Canada Revenue Agency: How to Turn Your TFSA From $6,000 to $300,000

Here’s all you need to know to grow your TFSA quickly and securely.

| More on:
grow dividends

Image source: Getty Images

You’re reading a free article with opinions that may differ from The Motley Fool’s premium investing services. Become a Motley Fool member today to get instant access to our top analyst recommendations, in-depth research, investing resources, and more. Learn moresdf

The Canada Revenue Agency (CRA) taxes most of Canadians’ income. Thankfully, what we earn inside the Tax-Free Savings Account (TFSA) is shielded from the CRA.

Tips for your TFSA

Since its inception in 2009, the TFSA has helped Canadians save thousands of dollars in taxes. Since there’s new TFSA contribution room every year, Canadians should contribute to the account every year to get the tax-free compounding started as soon as possible.

Canadians who were eligible for the TFSA since 2009 and have never contributed to a TFSA will have accumulated $69,500 of room for tax-free investment.

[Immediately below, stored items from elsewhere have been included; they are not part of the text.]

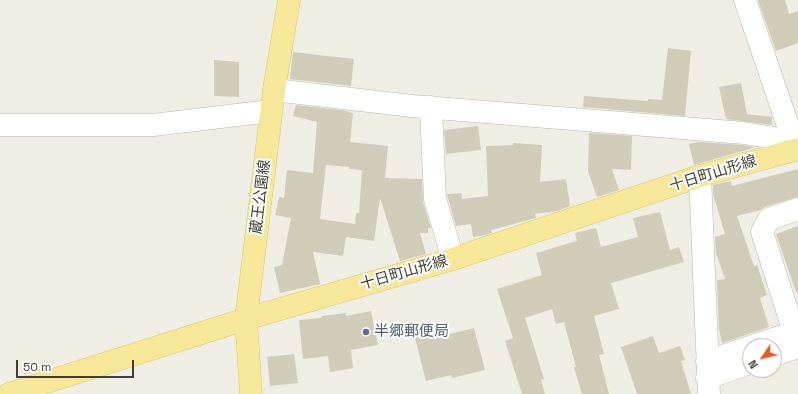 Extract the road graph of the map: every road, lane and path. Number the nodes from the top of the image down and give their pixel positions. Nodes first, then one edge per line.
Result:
1 (289, 0) edge
2 (745, 0) edge
3 (274, 90) junction
4 (431, 107) junction
5 (271, 111) junction
6 (0, 125) edge
7 (797, 149) edge
8 (700, 176) junction
9 (798, 209) edge
10 (453, 259) junction
11 (246, 319) junction
12 (797, 337) edge
13 (782, 340) edge
14 (782, 349) edge
15 (742, 353) edge
16 (742, 366) edge
17 (708, 378) edge
18 (9, 394) edge
19 (250, 394) edge

1 - 3 main road, 蔵王公園線
2 - 7 street
3 - 4 street
3 - 5 main road, 蔵王公園線
4 - 7 street
4 - 10 street
5 - 6 street
5 - 11 main road, 蔵王公園線
7 - 8 main road, 十日町山形線
8 - 10 main road, 十日町山形線
8 - 17 street
9 - 12 street
10 - 11 main road, 十日町山形線
11 - 18 main road, 十日町山形線
11 - 19 main road, 蔵王公園線
12 - 13 street
12 - 14 street
15 - 17 street
16 - 17 street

Year TFSA contribution limit for each year
2009-2012 $5,000
2013-2014 $5,500
2015 $10,000
2016-2018 $5,500
2019-2020 $6,000
Total $69,500

Canadians can use the TFSA to achieve their financial goals, such as saving for a down payment for a home or even saving for retirement. The TFSA is also flexible in that you can withdraw funds from it tax free and contribute the amount back in a future year.

Out of all asset classes, stocks provide the greatest long-term returns. Stock prices are volatile in the short term but follow the business fundamentals in the long run. A proven strategy to generate more consistent returns is investing in quality dividend stocks.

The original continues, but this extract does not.